Saved data entries
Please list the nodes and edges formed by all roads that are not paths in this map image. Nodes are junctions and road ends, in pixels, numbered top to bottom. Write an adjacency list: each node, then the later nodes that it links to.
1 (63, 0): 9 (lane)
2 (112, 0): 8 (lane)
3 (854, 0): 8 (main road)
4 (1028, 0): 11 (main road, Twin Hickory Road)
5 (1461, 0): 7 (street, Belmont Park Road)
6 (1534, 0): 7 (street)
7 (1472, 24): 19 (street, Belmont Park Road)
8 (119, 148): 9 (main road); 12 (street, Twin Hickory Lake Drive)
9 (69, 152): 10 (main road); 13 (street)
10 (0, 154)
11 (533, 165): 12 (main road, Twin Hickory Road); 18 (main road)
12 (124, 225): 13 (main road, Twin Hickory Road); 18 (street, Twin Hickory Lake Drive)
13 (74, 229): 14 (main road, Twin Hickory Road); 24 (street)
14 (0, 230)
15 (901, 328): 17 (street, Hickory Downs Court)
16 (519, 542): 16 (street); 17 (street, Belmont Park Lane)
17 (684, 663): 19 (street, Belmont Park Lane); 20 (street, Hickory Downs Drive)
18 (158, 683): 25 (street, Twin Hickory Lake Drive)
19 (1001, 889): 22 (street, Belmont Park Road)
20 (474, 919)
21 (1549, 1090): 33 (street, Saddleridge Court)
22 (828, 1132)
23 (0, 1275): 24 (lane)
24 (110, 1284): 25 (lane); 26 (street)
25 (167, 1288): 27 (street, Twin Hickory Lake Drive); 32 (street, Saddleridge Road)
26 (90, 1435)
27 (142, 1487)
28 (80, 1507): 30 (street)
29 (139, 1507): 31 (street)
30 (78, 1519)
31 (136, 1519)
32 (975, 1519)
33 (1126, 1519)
==
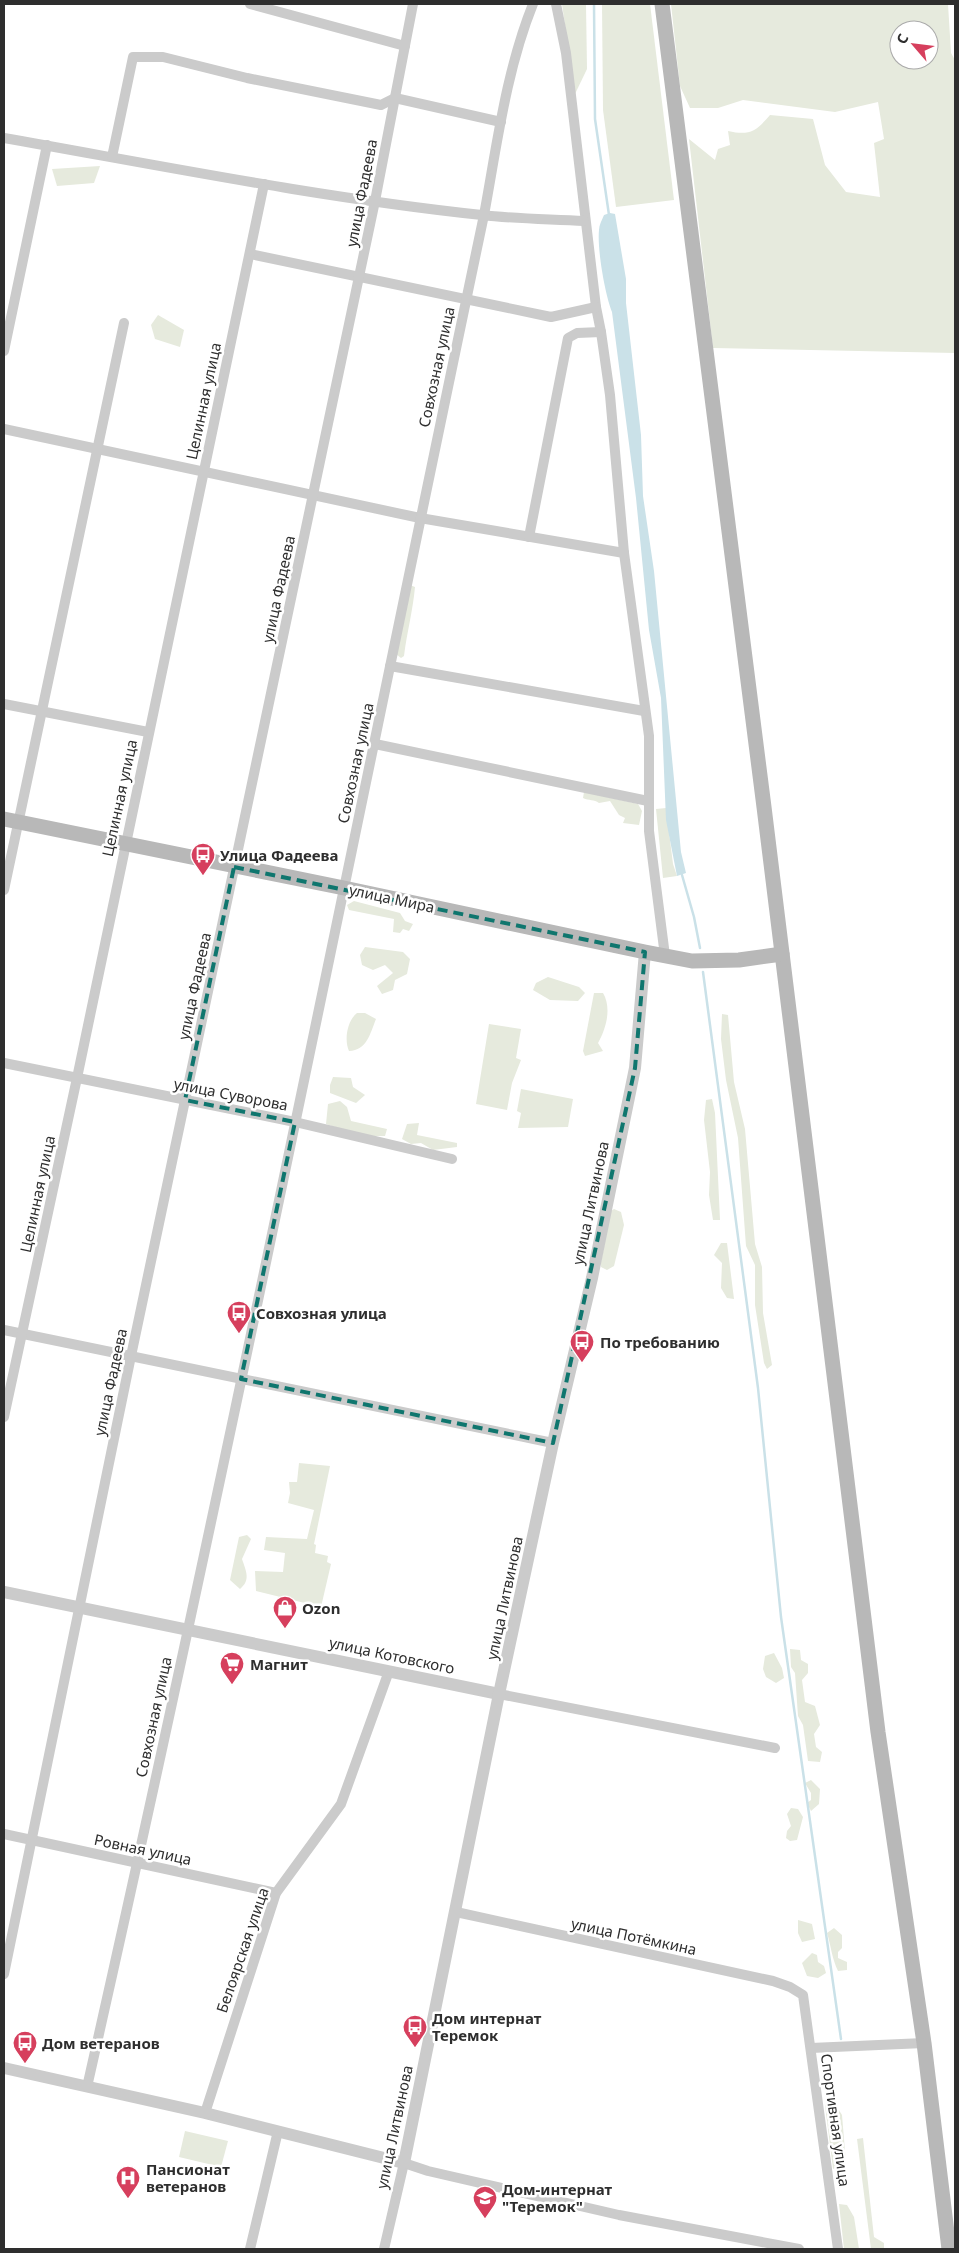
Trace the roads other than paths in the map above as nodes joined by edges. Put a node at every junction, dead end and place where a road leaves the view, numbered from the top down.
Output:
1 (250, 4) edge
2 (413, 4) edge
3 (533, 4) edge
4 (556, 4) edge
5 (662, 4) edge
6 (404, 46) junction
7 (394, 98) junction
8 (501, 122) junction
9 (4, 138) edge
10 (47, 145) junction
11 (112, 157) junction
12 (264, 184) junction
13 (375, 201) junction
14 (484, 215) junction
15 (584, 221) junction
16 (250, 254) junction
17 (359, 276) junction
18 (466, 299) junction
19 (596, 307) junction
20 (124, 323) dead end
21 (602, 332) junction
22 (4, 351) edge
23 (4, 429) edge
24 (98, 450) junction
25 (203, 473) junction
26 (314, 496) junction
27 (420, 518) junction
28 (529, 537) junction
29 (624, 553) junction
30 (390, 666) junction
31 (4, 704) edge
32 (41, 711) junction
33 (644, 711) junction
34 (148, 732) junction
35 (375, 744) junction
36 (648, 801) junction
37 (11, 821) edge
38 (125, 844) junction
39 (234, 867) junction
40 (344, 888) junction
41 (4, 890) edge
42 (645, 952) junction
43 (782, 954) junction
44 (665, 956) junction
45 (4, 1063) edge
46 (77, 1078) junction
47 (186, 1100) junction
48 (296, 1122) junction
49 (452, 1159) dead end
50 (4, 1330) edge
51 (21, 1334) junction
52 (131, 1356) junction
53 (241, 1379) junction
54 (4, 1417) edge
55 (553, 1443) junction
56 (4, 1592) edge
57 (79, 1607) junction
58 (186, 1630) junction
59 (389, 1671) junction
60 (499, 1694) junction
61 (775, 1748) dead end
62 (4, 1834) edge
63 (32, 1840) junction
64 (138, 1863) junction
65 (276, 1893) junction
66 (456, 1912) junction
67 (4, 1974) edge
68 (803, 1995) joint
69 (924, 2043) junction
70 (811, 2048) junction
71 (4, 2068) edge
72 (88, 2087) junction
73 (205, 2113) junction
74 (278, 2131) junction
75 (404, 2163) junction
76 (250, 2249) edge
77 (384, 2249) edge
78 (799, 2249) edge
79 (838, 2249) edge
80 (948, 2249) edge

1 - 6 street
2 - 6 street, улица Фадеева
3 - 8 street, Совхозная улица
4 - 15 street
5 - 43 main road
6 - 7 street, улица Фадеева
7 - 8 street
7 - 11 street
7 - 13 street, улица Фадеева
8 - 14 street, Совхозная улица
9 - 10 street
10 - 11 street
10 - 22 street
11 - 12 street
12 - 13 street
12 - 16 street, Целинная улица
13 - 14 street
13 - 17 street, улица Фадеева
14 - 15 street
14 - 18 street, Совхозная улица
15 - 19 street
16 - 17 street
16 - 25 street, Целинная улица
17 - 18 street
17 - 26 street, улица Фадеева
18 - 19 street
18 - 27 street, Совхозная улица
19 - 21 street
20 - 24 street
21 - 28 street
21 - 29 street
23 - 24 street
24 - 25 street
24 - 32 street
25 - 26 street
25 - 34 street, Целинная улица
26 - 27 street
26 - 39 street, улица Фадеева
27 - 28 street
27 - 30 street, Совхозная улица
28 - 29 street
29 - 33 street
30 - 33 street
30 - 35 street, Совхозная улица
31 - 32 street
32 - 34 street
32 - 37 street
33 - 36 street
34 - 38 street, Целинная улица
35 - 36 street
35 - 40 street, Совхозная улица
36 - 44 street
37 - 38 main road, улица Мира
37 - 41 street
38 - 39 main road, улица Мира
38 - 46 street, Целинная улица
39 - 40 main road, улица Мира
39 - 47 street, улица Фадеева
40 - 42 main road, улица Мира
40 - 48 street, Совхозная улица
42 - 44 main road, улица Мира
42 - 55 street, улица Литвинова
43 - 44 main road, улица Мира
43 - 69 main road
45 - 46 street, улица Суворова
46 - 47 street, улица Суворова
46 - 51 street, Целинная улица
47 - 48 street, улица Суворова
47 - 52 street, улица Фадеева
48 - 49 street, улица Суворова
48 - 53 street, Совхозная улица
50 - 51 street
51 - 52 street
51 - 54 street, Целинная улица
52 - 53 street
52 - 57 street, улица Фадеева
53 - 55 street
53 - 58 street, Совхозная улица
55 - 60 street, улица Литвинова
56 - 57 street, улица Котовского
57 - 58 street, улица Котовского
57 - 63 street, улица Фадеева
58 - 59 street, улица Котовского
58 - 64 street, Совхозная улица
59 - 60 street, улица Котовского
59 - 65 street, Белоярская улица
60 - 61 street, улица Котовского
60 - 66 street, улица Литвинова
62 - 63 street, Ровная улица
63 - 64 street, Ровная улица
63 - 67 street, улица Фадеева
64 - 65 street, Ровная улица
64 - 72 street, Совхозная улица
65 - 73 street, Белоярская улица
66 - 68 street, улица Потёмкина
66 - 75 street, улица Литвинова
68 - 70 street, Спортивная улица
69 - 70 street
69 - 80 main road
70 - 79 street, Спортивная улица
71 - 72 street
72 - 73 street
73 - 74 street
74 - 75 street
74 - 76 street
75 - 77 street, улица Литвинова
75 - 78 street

▸ **ACTION ITEM**
Work through the data and report how many of its lines hold the word "Hickory", giving only the figure.

▸ **ANSWER TO THIS TASK**
9